Recursively setting a TypeScript type not read-only without clobbering tuples

export type DraftObject<T> = {-readonly [P in keyof T]: Draft<T[P]>}
export interface DraftArray<T> extends Array<Draft<T>> {}
export type Draft<T> = T extends any[]
    ? DraftArray<T[number]>
    : T extends ReadonlyArray<any>
        ? DraftArray<T[number]>
    : T extends object ? DraftObject<T> : T


type tup = [number, number, number, number]

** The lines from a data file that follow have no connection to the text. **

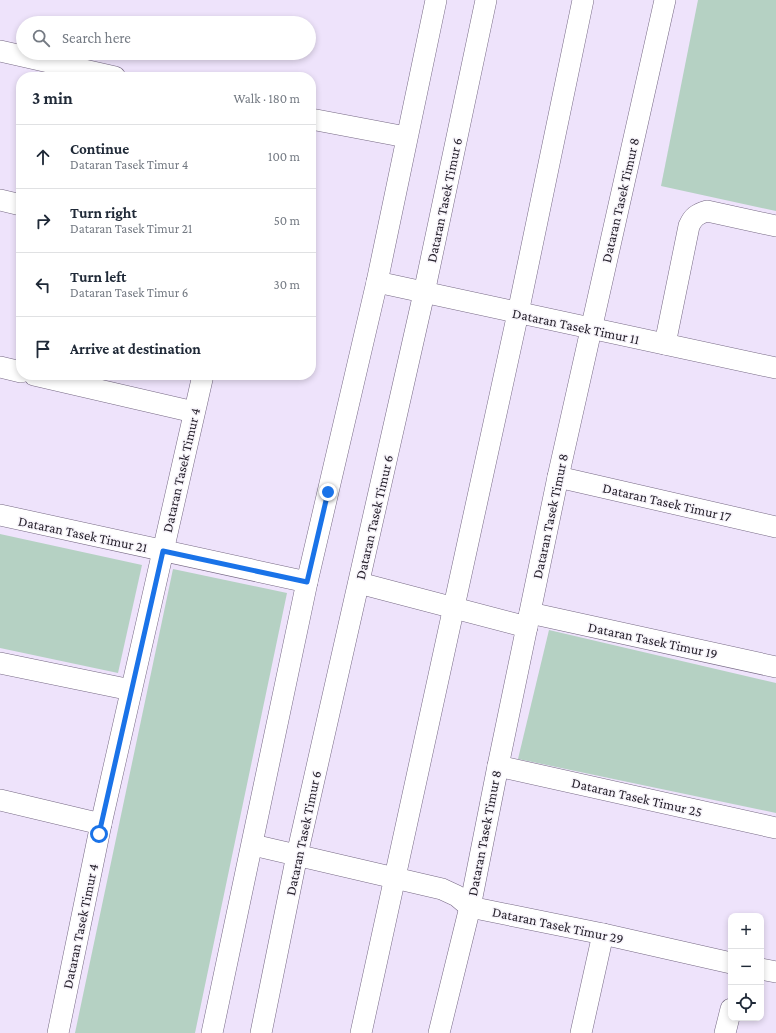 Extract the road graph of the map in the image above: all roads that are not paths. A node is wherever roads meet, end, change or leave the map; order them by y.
1 (486, 0) edge
2 (584, 0) edge
3 (665, 0) edge
4 (430, 1) edge
5 (0, 51) edge
6 (16, 55) edge
7 (40, 60) edge
8 (93, 72) edge
9 (316, 120) edge
10 (406, 137) junction
11 (0, 200) edge
12 (16, 204) edge
13 (776, 226) edge
14 (377, 282) junction
15 (424, 293) junction
16 (518, 313) junction
17 (590, 329) junction
18 (665, 344) junction
19 (0, 367) edge
20 (776, 368) edge
21 (16, 371) edge
22 (56, 380) edge
23 (202, 380) edge
24 (194, 412) junction
25 (558, 477) junction
26 (0, 515) edge
27 (776, 527) edge
28 (163, 551) junction
29 (307, 582) junction
30 (358, 584) junction
31 (453, 608) junction
32 (528, 620) junction
33 (0, 663) edge
34 (776, 667) edge
35 (131, 690) junction
36 (498, 766) junction
37 (0, 800) edge
38 (101, 824) junction
39 (776, 828) edge
40 (253, 844) junction
41 (297, 855) junction
42 (396, 878) junction
43 (470, 908) junction
44 (603, 934) junction
45 (728, 962) edge
46 (764, 970) edge
47 (776, 972) edge
48 (728, 1021) edge
49 (58, 1033) edge
50 (212, 1033) edge
51 (261, 1033) edge
52 (361, 1033) edge
53 (439, 1033) edge
54 (581, 1033) edge
55 (725, 1033) edge

1 - 15 street, Dataran Tasek Timur 6
2 - 16 street
3 - 17 street, Dataran Tasek Timur 8
4 - 10 street
5 - 6 street
7 - 8 street
9 - 10 street
10 - 14 street
11 - 12 street
13 - 18 street
14 - 15 street, Dataran Tasek Timur 11
14 - 29 street
15 - 16 street, Dataran Tasek Timur 11
15 - 30 street, Dataran Tasek Timur 6
16 - 17 street, Dataran Tasek Timur 11
16 - 31 street
17 - 18 street, Dataran Tasek Timur 11
17 - 25 street, Dataran Tasek Timur 8
18 - 20 street, Dataran Tasek Timur 11
19 - 21 street
22 - 24 street
23 - 24 street, Dataran Tasek Timur 4
24 - 28 street, Dataran Tasek Timur 4
25 - 27 street, Dataran Tasek Timur 17
25 - 32 street, Dataran Tasek Timur 8
26 - 28 street, Dataran Tasek Timur 21
28 - 29 street, Dataran Tasek Timur 21
28 - 35 street, Dataran Tasek Timur 4
29 - 40 street
30 - 31 street, Dataran Tasek Timur 19
30 - 41 street, Dataran Tasek Timur 6
31 - 32 street, Dataran Tasek Timur 19
31 - 42 street
32 - 34 street, Dataran Tasek Timur 19
32 - 36 street, Dataran Tasek Timur 8
33 - 35 street
35 - 38 street, Dataran Tasek Timur 4
36 - 39 street, Dataran Tasek Timur 25
36 - 43 street, Dataran Tasek Timur 8
37 - 38 street
38 - 49 street, Dataran Tasek Timur 4
40 - 41 street, Dataran Tasek Timur 29
40 - 50 street
41 - 42 street, Dataran Tasek Timur 29
41 - 51 street, Dataran Tasek Timur 6
42 - 43 street, Dataran Tasek Timur 29
42 - 52 street
43 - 44 street, Dataran Tasek Timur 29
43 - 53 street, Dataran Tasek Timur 8
44 - 45 street, Dataran Tasek Timur 29
44 - 54 street
46 - 47 street
48 - 55 street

const T: Draft<tup> = [1, 2, 3, 4]
const U: tup = [1, 2, 3, 4]

const TT: tup = T
const UU: Draft<tup> = U

The type DraftObject should return any type with all its properties marked not read-only. This works in all cases, except tuple types, where they're incorrectly turned into arrays. How can I special case tuples, and Readonly<> them instead of making them DraftArrays?

Upvotes: 0

Views: 653

Answers (2)

jcalz
jcalz

Reputation: 329388

If, for some reason, you need to detect the difference between tuples and arrays, you can use the fact that tuple types have a known "0" key (the string value, not the number 0) but arrays do not:

type IfTuple<T extends any[], Y=true, N=false> = "0" extends keyof T ? Y : N

type TestTuple = IfTuple<[string, number], "tuple", "array">; // "tuple"
type TestArray = IfTuple<string[], "tuple", "array">; // "array"

This should be enough to build a conditional type that does something different for tuples from what it does for general arrays.

Hope that helps. Good luck!

Upvotes: 3

Matt McCutchen
Matt McCutchen

Reputation: 30929

As jcalz said, there are no readonly tuples as of TypeScript 3.1. If you want to make everything mutable, you can just use:

export type Draft<T> = {-readonly [P in keyof T]: Draft<T[P]>};

taking advantage of the mapped tuples and arrays added in TypeScript 3.1 and the previously existing special case for homomorphic mapped types applied to primitives (Draft<T> evaluates to T when T is primitive).